Dans son édition d’avril 2009, So Foot publiait un article intitulé « Le Guen ou le muet », qui dressait un portrait de l’ex-entraîneur du PSG. Au risque de décevoir certains de nos lecteurs — à commencer par Daniel Riolo [1] —, PSGMAG.NET se gardera bien de dire du mal de ce texte, pour la bonne et simple raison qu’il s’agit d’un travail réellement objectif sur le coach breton. Simon Capelli-Welter et Franck Annese ont en effet interrogé et retrouvé des citations de nombreuses personnes, pour obtenir in fine un avis le plus exhaustif possible sur Le Guen. Ainsi aux attaques et critiques formulées par Jean-Michel Moutier et Marcelo Gallardo répondent des témoignages bien plus élogieux de ses anciens joueurs, d’anciens coéquipiers et de collègues. En résumé, un article honnête comme on aimerait en lire plus souvent, et qui nous servira de point de départ.
Personne n’aime Le Guen
Si ses relations avec la presse sont difficiles (voir Bilan PSG 2008/2009 : Le Guen et la communication), Paul Le Guen connaît également des problèmes en ce qui concerne sa communication interne ; il a d’ailleurs plusieurs fois rencontré des difficultés dans ses précédents clubs pour cette raison. Les relations hiérarchiques ont visiblement souvent été compliquées et, vu le caractère très renfermé du Breton, qu’il ait froissé un certain nombre de personnes n’est pas si étonnant. Qu’il ne veuille pas rentrer dans des guerres d’influences et qu’il refuse d’expliquer ses choix à des personnes qui ne les comprendront de toutes façons pas est tout à son honneur, mais il faut reconnaître que ce n’est pas forcément le comportement le mieux adapté au monde du football.

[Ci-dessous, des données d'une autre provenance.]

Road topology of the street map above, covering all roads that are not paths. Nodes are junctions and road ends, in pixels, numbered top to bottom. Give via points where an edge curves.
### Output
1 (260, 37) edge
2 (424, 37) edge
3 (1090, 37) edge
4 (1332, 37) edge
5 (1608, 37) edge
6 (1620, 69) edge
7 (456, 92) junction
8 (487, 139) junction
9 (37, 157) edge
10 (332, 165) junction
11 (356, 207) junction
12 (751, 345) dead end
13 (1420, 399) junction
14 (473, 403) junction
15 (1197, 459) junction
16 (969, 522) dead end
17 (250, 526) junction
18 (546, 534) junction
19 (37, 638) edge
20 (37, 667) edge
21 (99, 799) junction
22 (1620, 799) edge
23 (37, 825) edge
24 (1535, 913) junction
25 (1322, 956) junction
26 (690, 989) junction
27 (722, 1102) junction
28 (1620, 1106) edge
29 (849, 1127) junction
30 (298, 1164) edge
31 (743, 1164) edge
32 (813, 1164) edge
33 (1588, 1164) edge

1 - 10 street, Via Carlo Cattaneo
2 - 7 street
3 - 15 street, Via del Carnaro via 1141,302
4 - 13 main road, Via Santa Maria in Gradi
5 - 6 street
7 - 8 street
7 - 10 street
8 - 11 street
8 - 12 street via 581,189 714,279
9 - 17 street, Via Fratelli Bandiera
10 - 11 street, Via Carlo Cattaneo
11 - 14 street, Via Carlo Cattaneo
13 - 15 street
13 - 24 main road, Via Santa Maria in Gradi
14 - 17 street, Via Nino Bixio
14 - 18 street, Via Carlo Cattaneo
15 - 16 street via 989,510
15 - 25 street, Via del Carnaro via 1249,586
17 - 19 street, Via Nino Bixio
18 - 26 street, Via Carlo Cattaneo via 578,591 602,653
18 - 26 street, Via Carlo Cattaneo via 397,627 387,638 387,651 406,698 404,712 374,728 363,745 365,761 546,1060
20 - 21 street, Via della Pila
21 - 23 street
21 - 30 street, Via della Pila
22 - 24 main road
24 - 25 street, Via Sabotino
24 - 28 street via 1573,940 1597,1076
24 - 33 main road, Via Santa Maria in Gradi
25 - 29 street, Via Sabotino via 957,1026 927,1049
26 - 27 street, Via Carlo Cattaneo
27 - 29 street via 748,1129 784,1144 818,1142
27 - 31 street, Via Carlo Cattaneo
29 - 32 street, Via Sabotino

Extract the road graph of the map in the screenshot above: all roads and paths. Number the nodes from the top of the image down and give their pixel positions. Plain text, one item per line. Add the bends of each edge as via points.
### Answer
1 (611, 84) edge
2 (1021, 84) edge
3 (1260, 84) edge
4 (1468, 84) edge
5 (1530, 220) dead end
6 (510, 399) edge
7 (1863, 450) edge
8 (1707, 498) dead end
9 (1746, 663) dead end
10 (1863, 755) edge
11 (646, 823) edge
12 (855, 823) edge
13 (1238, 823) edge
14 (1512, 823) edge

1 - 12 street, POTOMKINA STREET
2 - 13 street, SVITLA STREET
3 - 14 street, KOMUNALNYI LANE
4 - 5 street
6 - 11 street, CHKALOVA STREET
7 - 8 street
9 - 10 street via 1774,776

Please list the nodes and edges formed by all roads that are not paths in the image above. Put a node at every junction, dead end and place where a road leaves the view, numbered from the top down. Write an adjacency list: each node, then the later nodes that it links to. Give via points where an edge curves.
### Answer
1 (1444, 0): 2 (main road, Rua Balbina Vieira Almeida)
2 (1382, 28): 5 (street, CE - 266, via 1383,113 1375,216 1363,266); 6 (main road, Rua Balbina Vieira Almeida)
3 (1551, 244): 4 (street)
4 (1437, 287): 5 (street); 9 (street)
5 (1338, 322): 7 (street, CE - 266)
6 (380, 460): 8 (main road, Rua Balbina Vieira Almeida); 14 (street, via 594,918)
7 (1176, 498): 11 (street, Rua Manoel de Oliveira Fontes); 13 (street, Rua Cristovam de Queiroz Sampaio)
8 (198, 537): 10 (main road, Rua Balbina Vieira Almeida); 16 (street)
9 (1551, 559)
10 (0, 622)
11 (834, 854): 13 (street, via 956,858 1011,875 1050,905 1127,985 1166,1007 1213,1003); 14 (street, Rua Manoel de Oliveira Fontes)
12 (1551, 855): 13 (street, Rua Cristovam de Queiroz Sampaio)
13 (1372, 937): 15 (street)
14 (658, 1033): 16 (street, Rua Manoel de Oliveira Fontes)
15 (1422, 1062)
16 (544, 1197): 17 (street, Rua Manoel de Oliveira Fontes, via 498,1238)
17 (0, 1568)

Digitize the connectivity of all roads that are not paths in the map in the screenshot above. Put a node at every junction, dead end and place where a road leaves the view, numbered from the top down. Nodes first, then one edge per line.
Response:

Dans So Foot, Jean-Michel Moutier — « ex-directeur sportif du Stade Rennais et du PSG, entre autres » — évoquait le fonctionnement de le Guen :
Ce qui est sûr, c’est que ce n’est pas nouveau. Pierre-Louis Basse le racontait dès 1995 dans son livre « PSG, Histoires secrètes 1991-1995 » : dans un chapitre sur la fête suivant la victoire parisienne en coupe de France 1995 dans une boîte de nuit appelée le Niels, Basse oppose Roche le fêtard à Paul Le Guen, buteur du jour.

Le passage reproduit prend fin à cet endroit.